Many random crashes in 2.2.0 (and previous kernels)

Bill Fink billfink at mindspring.com
Fri Oct 22 22:53:15 EST 2004


Hi Frank,

On Wed Oct 20 2004, Frank Pierce wrote:

> Yeah thats the problem I have 1MB L2 cache.
> Im not sure if it is the cache thats causing me problems,
> but it cant be good that its there but not registered.
> On 05-Feb-99 Marcus H. Mendenhall wrote:
> 
> > OK, I checked.  On my machine the cache is fine,
> > according to cpuinfo :
> > 
> > here is cat /proc/cpuinfo:
> > 
> > processor     : 0
> > cpu           : 750
> > temperature   : 0 C
> > clock         : 300MHz
> > revision      : 2.2
> > bogomips      : 601.29
> > zero pages    : total 0 (0Kb) current: 0 (0Kb) hits: 0/148
> > (0%)
> > machine               : Power Macintosh
> > motherboard   : AAPL,Gossamer MacRISC
> > L2 cache      : 1024K unified pipelined-syncro-burst
> > memory                : 128MB
> > 
> > Does you machine actually have an L2 cache?  It seems as
> > if the cache
> > problem on your PCPro machine may be a red herring with
> > respect to the
> > crashing.
> > 
> > Has anyone else out these been having this problem?  From
> > the lack of any
> > other responses, it seems that I am almost the only one. 
> > Are other people
> > running on machines similar to this one (rev 2 G3 300
> > MHz) successfully?  I
> > would like some feed back from successes and failures so
> > that I can try to
> > isolate what it is that is different about my machine and
> > poke directly at
> > that part of the kernel.  The crashes are just infrequent
> > enough to make
> > debugging difficult (low data rate), but frequent enough
> > to make serious
> > use difficult.

I don't know if this applies to you or not but here's some messages
about similar problems I once had with YellowDog Linux on a B&W G3
a while back.

						-Hope this helps

						-Bill



Date: Fri, 27 Aug 2004 04:54:39 -0400
From: Bill Fink
To: YellowDog Linux General <yellowdog-general at lists.terrasoftsolutions.com>
Subject: Re: Mac G3 reboots during installation

Hi Corey,

On Thu, 26 Aug 2004, Corey Mercer wrote:

> For those of you just tuning in :) I have a g3 blue
> and white tower 350Mhz with 640Mb RAM that I am trying
> to install YDL 3.0.1 on and it keeps rebooting during
> the installation at various different points during
> the file copy process.. at one point it actually made
> it to the second cd only to reboot a minute in.
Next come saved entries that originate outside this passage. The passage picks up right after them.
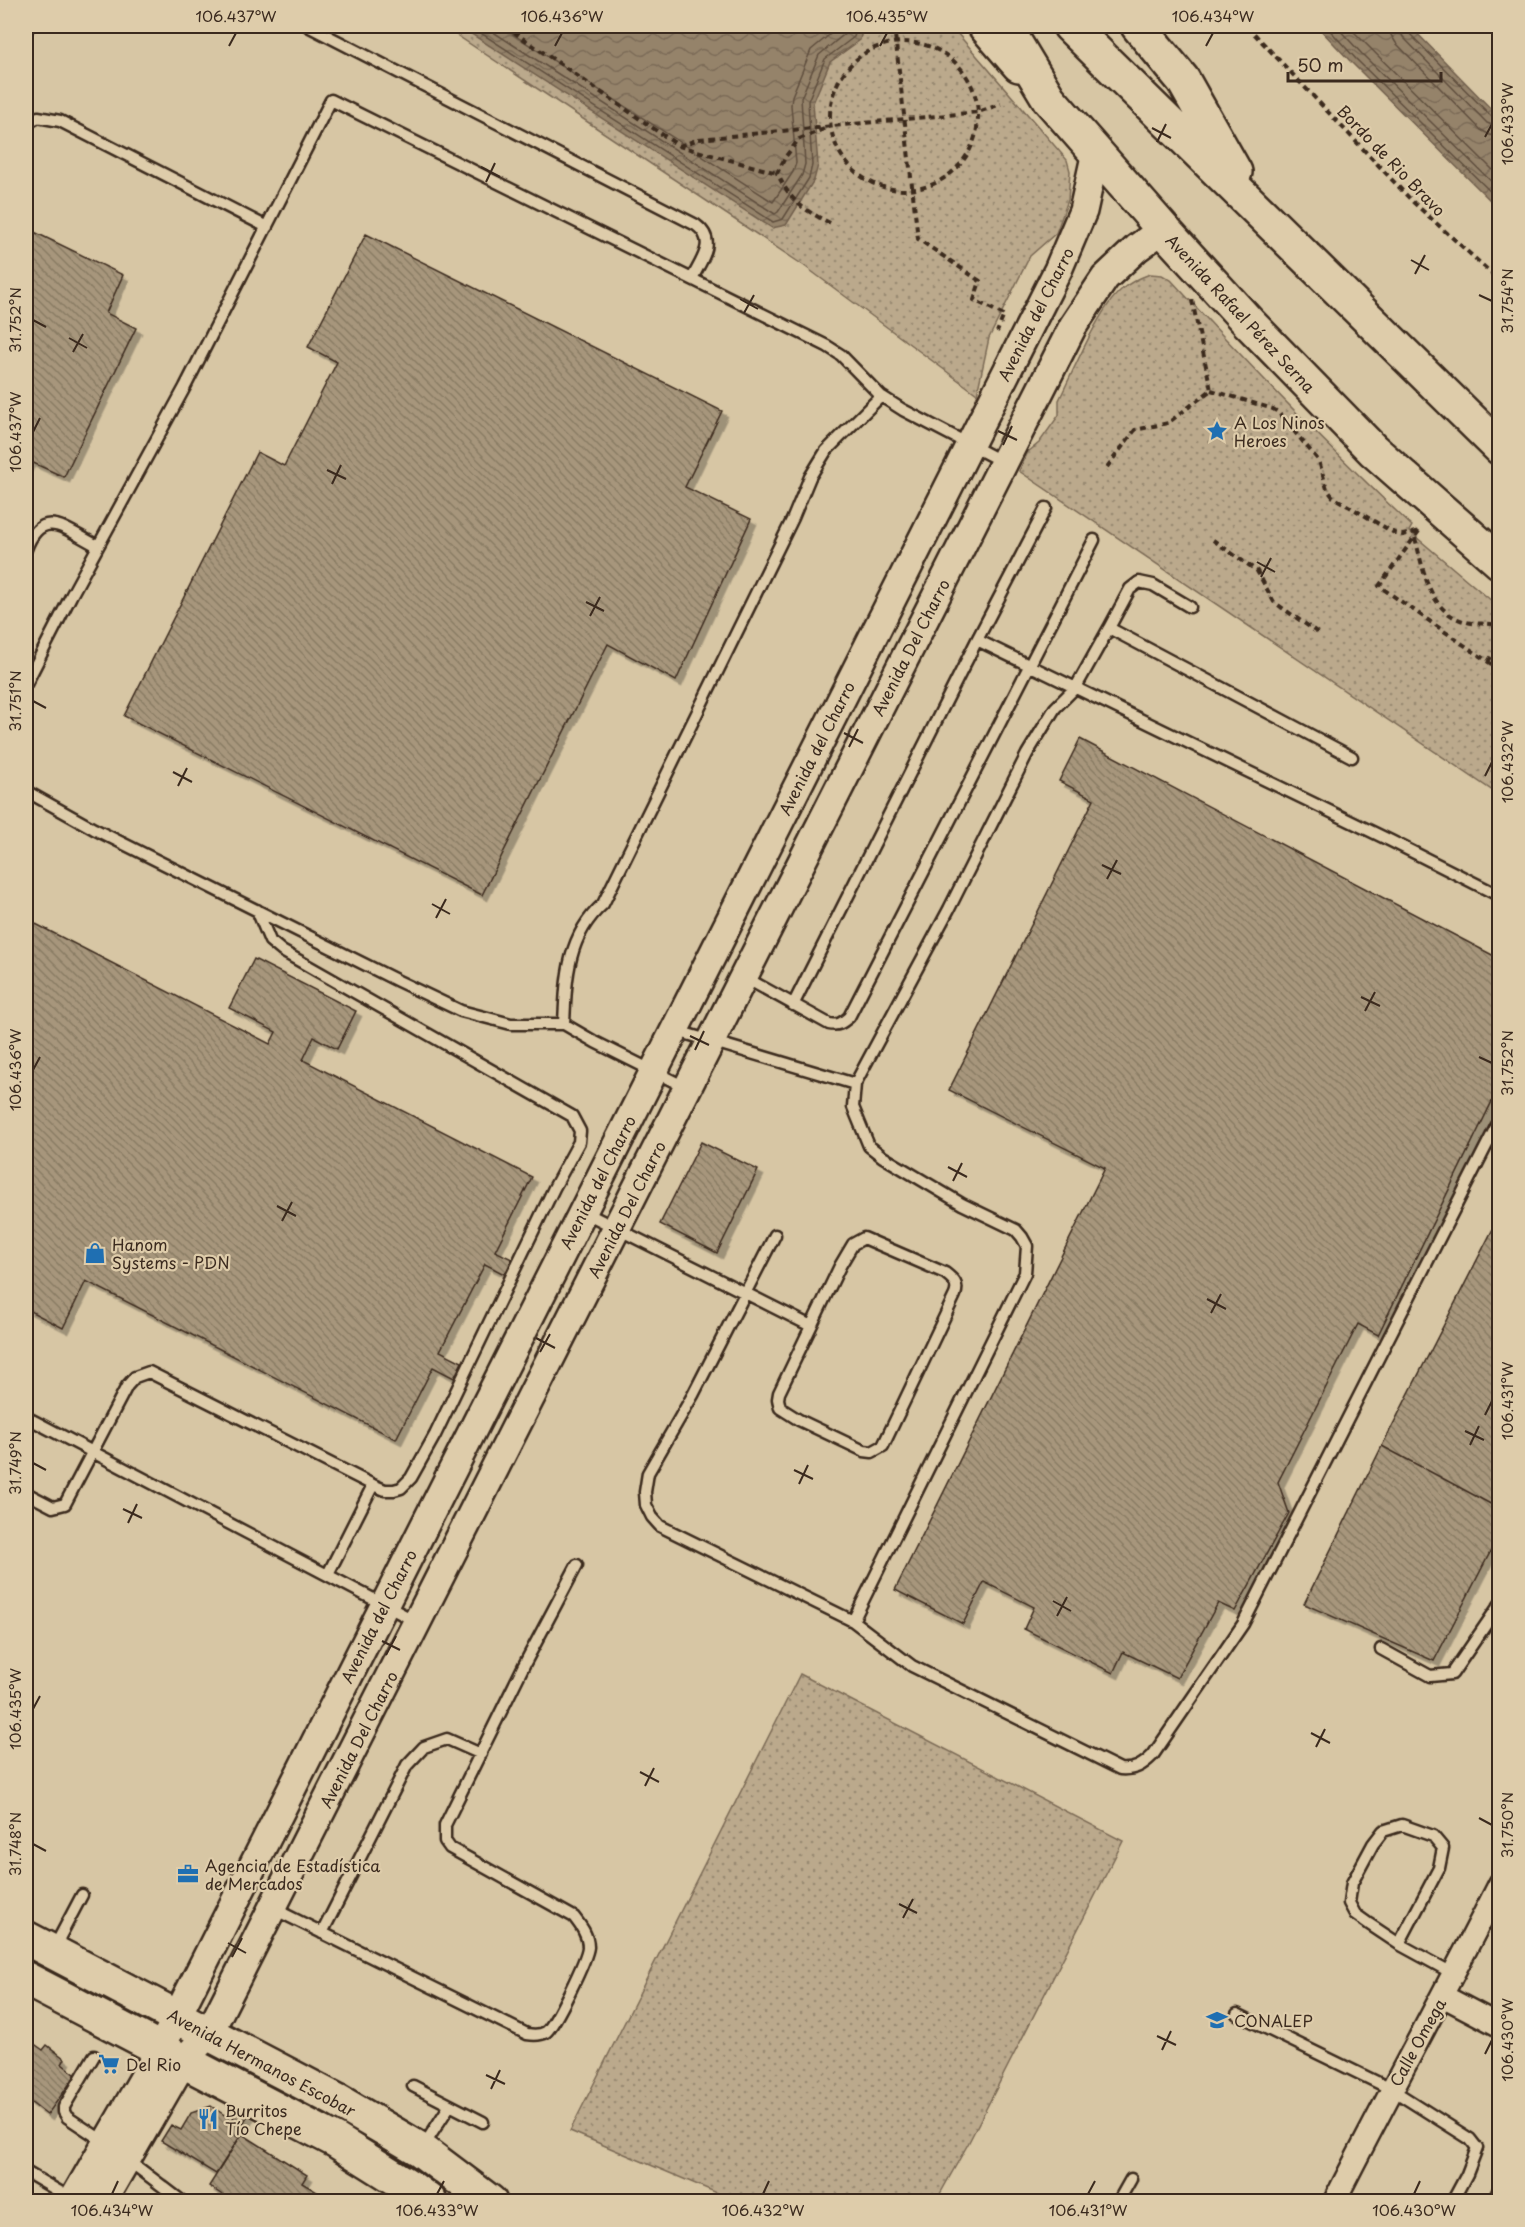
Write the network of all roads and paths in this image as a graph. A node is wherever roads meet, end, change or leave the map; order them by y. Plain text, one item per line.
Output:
1 (29, 26) edge
2 (506, 26) edge
3 (894, 26) edge
4 (985, 26) edge
5 (1005, 26) edge
6 (1070, 26) edge
7 (1138, 26) edge
8 (1247, 26) edge
9 (313, 27) edge
10 (26, 31) edge
11 (897, 41) junction
12 (1050, 99) junction
13 (1001, 104) dead end
14 (978, 112) junction
15 (906, 117) junction
16 (26, 124) edge
17 (830, 126) junction
18 (679, 146) junction
19 (1096, 152) junction
20 (777, 173) junction
21 (912, 190) junction
22 (1253, 205) junction
23 (830, 223) dead end
24 (267, 227) junction
25 (1163, 229) junction
26 (692, 279) junction
27 (1500, 281) edge
28 (1191, 296) dead end
29 (997, 332) dead end
30 (1212, 390) junction
31 (881, 396) junction
32 (969, 445) junction
33 (1500, 447) edge
34 (1003, 462) junction
35 (1107, 467) dead end
36 (1046, 508) dead end
37 (1414, 537) junction
38 (1094, 540) dead end
39 (1213, 540) dead end
40 (98, 546) junction
41 (26, 549) edge
42 (1500, 562) edge
43 (1190, 607) dead end
44 (1500, 626) edge
45 (1109, 628) junction
46 (1317, 633) dead end
47 (977, 640) junction
48 (1500, 643) edge
49 (1488, 662) junction
50 (1028, 665) junction
51 (1500, 670) edge
52 (26, 684) edge
53 (1076, 687) junction
54 (1352, 757) dead end
55 (26, 791) edge
56 (1500, 896) edge
57 (257, 910) junction
58 (743, 977) junction
59 (793, 1005) junction
60 (564, 1024) junction
61 (674, 1030) junction
62 (711, 1041) junction
63 (653, 1070) junction
64 (855, 1084) junction
65 (687, 1088) junction
66 (1500, 1119) edge
67 (582, 1211) junction
68 (616, 1229) junction
69 (775, 1235) dead end
70 (746, 1292) junction
71 (811, 1326) junction
72 (26, 1417) edge
73 (93, 1452) junction
74 (373, 1485) junction
75 (26, 1493) edge
76 (577, 1565) dead end
77 (328, 1574) junction
78 (1500, 1604) edge
79 (384, 1606) junction
80 (417, 1622) junction
81 (854, 1622) junction
82 (1381, 1649) dead end
83 (482, 1754) junction
84 (1500, 1883) edge
85 (239, 1892) junction
86 (82, 1895) dead end
87 (272, 1908) junction
88 (322, 1933) junction
89 (1400, 1944) junction
90 (39, 1945) edge
91 (1454, 1974) junction
92 (31, 1981) edge
93 (1443, 1996) junction
94 (1237, 2014) dead end
95 (177, 2016) junction
96 (1500, 2026) edge
97 (209, 2033) junction
98 (173, 2054) junction
99 (94, 2056) dead end
100 (413, 2086) dead end
101 (1391, 2089) junction
102 (450, 2105) junction
103 (483, 2122) dead end
104 (421, 2150) junction
105 (116, 2151) junction
106 (26, 2172) edge
107 (1131, 2179) dead end
108 (73, 2201) edge
109 (102, 2202) edge
110 (183, 2202) edge
111 (430, 2202) edge
112 (490, 2202) edge
113 (1118, 2202) edge
114 (1334, 2202) edge
115 (1452, 2202) edge

1 - 10 lane
2 - 18 path
3 - 11 path
4 - 12 main road
5 - 12 main road
6 - 22 main road
7 - 22 main road
8 - 27 path, Bordo de Rio Bravo
9 - 26 lane
11 - 14 path
11 - 15 path
11 - 17 path
12 - 19 main road, Avenida Rafael Pérez Serna
13 - 14 path
14 - 15 path
14 - 21 path
15 - 17 path
15 - 21 path
16 - 24 lane
17 - 18 path
17 - 20 path
17 - 21 path
18 - 20 path
19 - 25 main road, Avenida Rafael Pérez Serna
19 - 32 street, Avenida del Charro
20 - 23 path
21 - 29 path
22 - 33 main road
24 - 26 lane
24 - 40 lane
25 - 34 street, Avenida Del Charro
25 - 42 main road, Avenida Rafael Pérez Serna
26 - 31 lane
28 - 30 path
30 - 35 path
30 - 37 path
31 - 32 lane
31 - 60 lane
32 - 34 lane
32 - 61 street, Avenida del Charro
34 - 58 street, Avenida Del Charro
36 - 47 lane
37 - 44 path
37 - 49 path
38 - 50 lane
39 - 46 path
40 - 41 lane
40 - 52 lane
43 - 45 lane
45 - 53 lane
45 - 54 lane
47 - 50 lane
47 - 59 lane
48 - 49 path
49 - 51 path
50 - 53 lane
50 - 59 lane
53 - 56 lane
53 - 64 lane
55 - 57 lane
57 - 60 lane
57 - 74 lane
58 - 59 lane
58 - 62 street, Avenida Del Charro
60 - 63 lane
61 - 62 lane
61 - 63 street, Avenida del Charro
62 - 64 lane
62 - 65 street, Avenida Del Charro
63 - 65 lane
63 - 67 street, Avenida del Charro
64 - 81 lane
65 - 68 street, Avenida Del Charro
66 - 81 lane
67 - 68 lane
67 - 79 street, Avenida del Charro
68 - 70 lane
68 - 80 street, Avenida Del Charro
69 - 70 lane
70 - 71 lane
70 - 81 lane
71 - 71 lane
72 - 73 lane
73 - 74 lane
73 - 75 lane
73 - 77 lane
74 - 77 lane
76 - 83 lane
77 - 79 lane
78 - 82 lane
79 - 80 lane
79 - 85 street, Avenida del Charro
80 - 87 street, Avenida Del Charro
83 - 88 lane
83 - 88 lane
84 - 91 street, Calle Omega
85 - 87 street
85 - 95 street, Avenida del Charro
86 - 90 lane
87 - 88 lane
87 - 97 street, Avenida Del Charro
89 - 89 lane
89 - 91 lane
90 - 92 main road
90 - 95 main road, Avenida Hermanos Escobar
91 - 93 street, Calle Omega
92 - 98 main road, Avenida Hermanos Escobar
93 - 96 street
93 - 101 street, Calle Omega
94 - 101 lane
95 - 97 main road, Avenida Hermanos Escobar
95 - 98 street, Avenida del Charro
97 - 98 street, Avenida Del Charro
97 - 104 main road, Avenida Hermanos Escobar
98 - 105 street, Avenida del Charro
98 - 111 main road, Avenida Hermanos Escobar
99 - 105 lane
100 - 102 lane
101 - 114 street, Calle Omega
101 - 115 lane
102 - 103 lane
102 - 104 lane
104 - 112 main road, Avenida Hermanos Escobar
105 - 108 street, Avenida del Charro
105 - 109 street
105 - 110 lane
106 - 108 lane
107 - 113 lane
I don't know if this applies to you or not, but I had very similar
problems installing YDL on a B&W G3 a while back.  In my case, I
was installing YDL on a second disk, and the system would crash
at various random points.  The way I got it to work was to replace
the internal disk with the second disk (jumpered as master), and
then everything worked fine for me.  I believe this is caused by
a hardware deficiency with certain B&W G3 models that causes DMA
problems with a second IDE disk.  I'm attaching a couple of old
messages that discussed the problems I encountered.

					-Hope this helps

					-Bill



Date: Sun, 30 Jun 2002 00:33:29 -0400
From: Bill Fink
To: "Timothy A. Seufert"
Cc: yellowdog-general at lists.terrasoftsolutions.com
Subject: Re: Booting YDL 2.1 on B&W G3 Problems

On Sat, 29 Jun 2002, "Timothy A. Seufert" wrote:

> At 11:38 AM -0400 6/29/02, Bill Fink wrote:
> 
> >Here are some of my experiences with installing Linux on a B&W G3 at work.
> >First, it just would not install on the slave drive, so I had to switch
> >master and slave.  It is my understanding that early B&W G3s cannot boot
> >from a slave drive because of an OpenFirmware bug.
> 
> Hmmm... I'm fairly sure I've booted a B&W from a slave drive at one 
> time or another.  I do remember not being able to do a plug & chug 
> install of Linux to a slave, due to bugs in the installer.  (I forget 
> which distribution and which version of it.)
> 
> BTW, Apple has a firmware update for B&W G3s, so if you have apparent 
> OF bugs, apply it.  It applies both to rev 1 and rev 2 B&W G3 systems.
> 
> http://docs.info.apple.com/article.html?artnum=58374

Thanks for the tip.  I'll have to check it out.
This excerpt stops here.